(The task)
The response must contain all of the entries, each one repeated exactly.

(Supplied information)
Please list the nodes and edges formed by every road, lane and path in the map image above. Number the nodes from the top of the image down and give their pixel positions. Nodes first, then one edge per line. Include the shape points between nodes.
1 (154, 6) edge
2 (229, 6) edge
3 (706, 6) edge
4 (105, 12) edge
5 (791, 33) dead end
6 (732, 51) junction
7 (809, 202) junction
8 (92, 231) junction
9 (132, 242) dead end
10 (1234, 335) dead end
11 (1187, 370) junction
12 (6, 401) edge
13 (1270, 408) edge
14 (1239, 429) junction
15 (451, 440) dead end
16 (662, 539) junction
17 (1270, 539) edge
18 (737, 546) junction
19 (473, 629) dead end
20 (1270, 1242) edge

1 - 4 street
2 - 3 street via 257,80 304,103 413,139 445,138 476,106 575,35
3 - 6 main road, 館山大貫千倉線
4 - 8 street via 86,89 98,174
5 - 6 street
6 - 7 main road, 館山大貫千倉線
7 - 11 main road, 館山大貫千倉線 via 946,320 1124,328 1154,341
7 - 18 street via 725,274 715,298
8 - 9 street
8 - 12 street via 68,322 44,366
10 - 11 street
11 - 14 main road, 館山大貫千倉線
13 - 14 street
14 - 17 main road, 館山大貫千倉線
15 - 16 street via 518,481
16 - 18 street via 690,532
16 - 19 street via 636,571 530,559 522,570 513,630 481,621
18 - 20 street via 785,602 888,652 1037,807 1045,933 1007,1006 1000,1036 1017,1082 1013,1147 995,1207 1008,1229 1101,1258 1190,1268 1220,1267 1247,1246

(Response for this exercise)
Please list the nodes and edges formed by every road, lane and path in the map image above. Number the nodes from the top of the image down and give their pixel positions. Nodes first, then one edge per line. Include the shape points between nodes.
1 (154, 6) edge
2 (229, 6) edge
3 (706, 6) edge
4 (105, 12) edge
5 (791, 33) dead end
6 (732, 51) junction
7 (809, 202) junction
8 (92, 231) junction
9 (132, 242) dead end
10 (1234, 335) dead end
11 (1187, 370) junction
12 (6, 401) edge
13 (1270, 408) edge
14 (1239, 429) junction
15 (451, 440) dead end
16 (662, 539) junction
17 (1270, 539) edge
18 (737, 546) junction
19 (473, 629) dead end
20 (1270, 1242) edge

1 - 4 street
2 - 3 street via 257,80 304,103 413,139 445,138 476,106 575,35
3 - 6 main road, 館山大貫千倉線
4 - 8 street via 86,89 98,174
5 - 6 street
6 - 7 main road, 館山大貫千倉線
7 - 11 main road, 館山大貫千倉線 via 946,320 1124,328 1154,341
7 - 18 street via 725,274 715,298
8 - 9 street
8 - 12 street via 68,322 44,366
10 - 11 street
11 - 14 main road, 館山大貫千倉線
13 - 14 street
14 - 17 main road, 館山大貫千倉線
15 - 16 street via 518,481
16 - 18 street via 690,532
16 - 19 street via 636,571 530,559 522,570 513,630 481,621
18 - 20 street via 785,602 888,652 1037,807 1045,933 1007,1006 1000,1036 1017,1082 1013,1147 995,1207 1008,1229 1101,1258 1190,1268 1220,1267 1247,1246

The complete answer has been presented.